The bill also includes language from an additional proposed reform, the Reducing Animal Testing Act, authored by Senator Ben Ray Lujan, D-NM, to amend the Public Health Service Act to remove the animal testing requirement for biosimilars. S. 5002 mirrors provisions of the original FDA Modernisation Act provision approved as an amendment to an FDA legislative package taken up in June by the Senate Health, Education, Labour and Pensions (HELP) Committee.
“Leaders of the Senate from both parties recognise that the US must lift an archaic animal-testing mandate for drug development and replace that strategy with 21st-century methods grounded on human biology. This is the biggest policy development in Congressional history on the fight to replace animal testing with morally and scientifically superior methods,” said Wayne Pacelle, President, Animal Wellness Action and the Center for a Humane Economy.
Animal Wellness Action, the Center for a Humane Economy, and nearly 200 organisations, medical associations, biotech and patient advocacy groups applaud Senate passage and call on the House to take up the measure. Senators Paul and Booker introduced their original bill, S. 2952, last October. They modelled their bill after the House version of the FDA Modernisation Act, H.R. 2565, introduced by Representatives Vern Buchanan, R-Fla., and Elaine Luria, R-Virg., and has broad bipartisan support. The US House of Representatives passed its FDA legislative package for user-fee reauthorisation in a landslide vote of 392 – 28 in early June after the committee passed the measure 55 – 0. That package included the FDA Modernisation Act.
The legislation has the potential in the coming years to reduce the use of millions of animals and to deliver safer, more effective drugs to patients.
“The FDA Modernisation Act 2.0 will accelerate innovation and get safer, more effective drugs to market more quickly by cutting red tape that is not supported by current science, and I’m proud to have led the charge with our fellow co-sponsors. The passage of this bipartisan bill is a step towards ending the needless suffering and death of animal test subjects – which I’m glad both Republicans and Democrats can agree needs to end,” said Dr Paul.
AWA and the CHE extended appreciation to Patty Murray, Chairperson, Senate HELP Committee, D-Wash., and Ranking Member Richard Burr, R-N.C., for their support of the measure. These lawmakers recognised that the FDA Modernisation Act had attracted broad bipartisan support in the Congress.
“We applaud so many lawmakers for taking action to move drug development into the 21st century and to allow for innovation that will bring much needed cures to Americans, said Gary Michelson, MD, Founder, Michelson Centre for Public Policy.”

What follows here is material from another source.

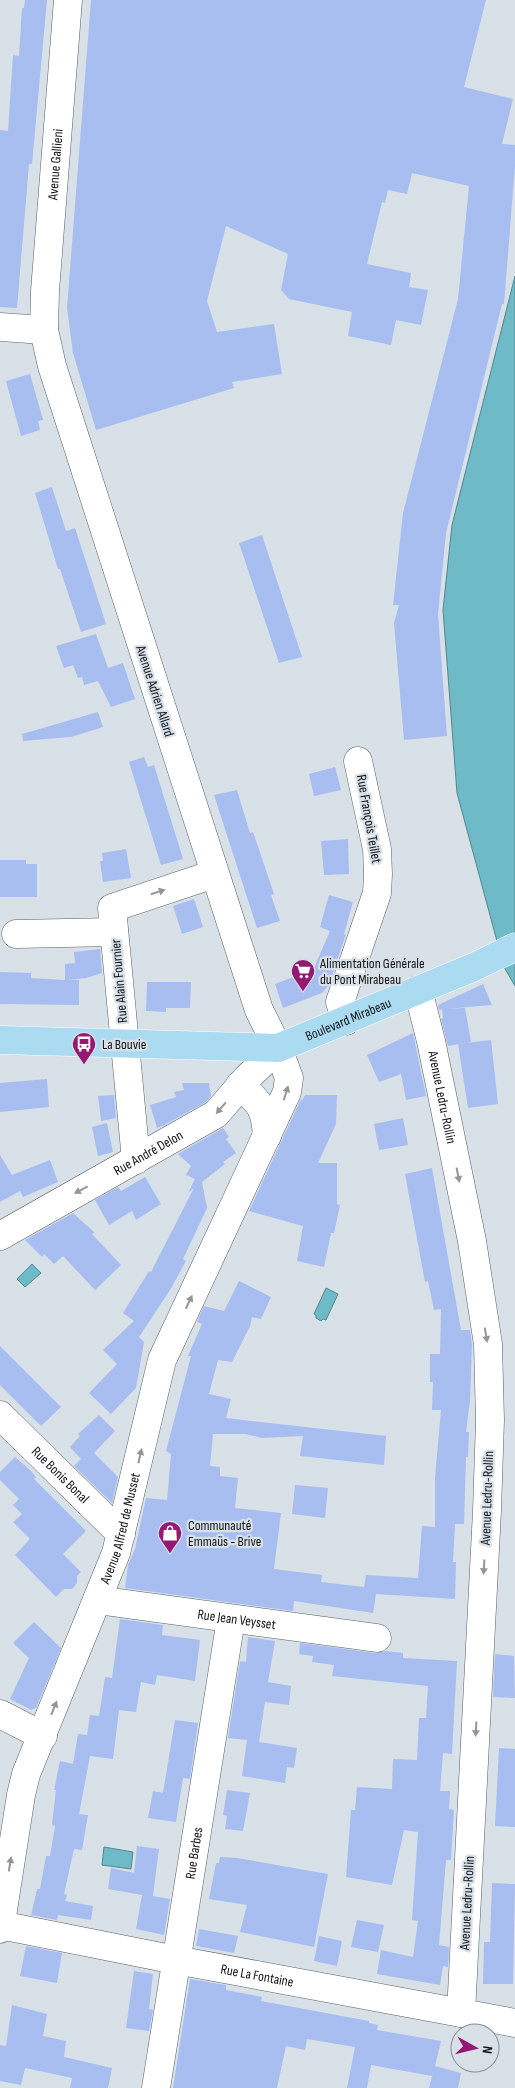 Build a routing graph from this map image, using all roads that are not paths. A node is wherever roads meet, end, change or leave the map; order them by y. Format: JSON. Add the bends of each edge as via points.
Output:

“We are already on the verge of the next phase of modern drug development, and FDA modernisation will be the catalyst for this transition to modern science,” noted Tamara Drake, Director, Research and Regulatory Policy, Centre a Humane Economy.
Data show that it typically takes 10 to 15 years and an average investment of $1 billion and up to $6 billion for a new drug. Animal tests are non-predictive of the human response to drugs. This antiquated process of pharma innovation slows delivery of palliatives and cures for patient groups, drives up drug costs, and sacrifices countless animals.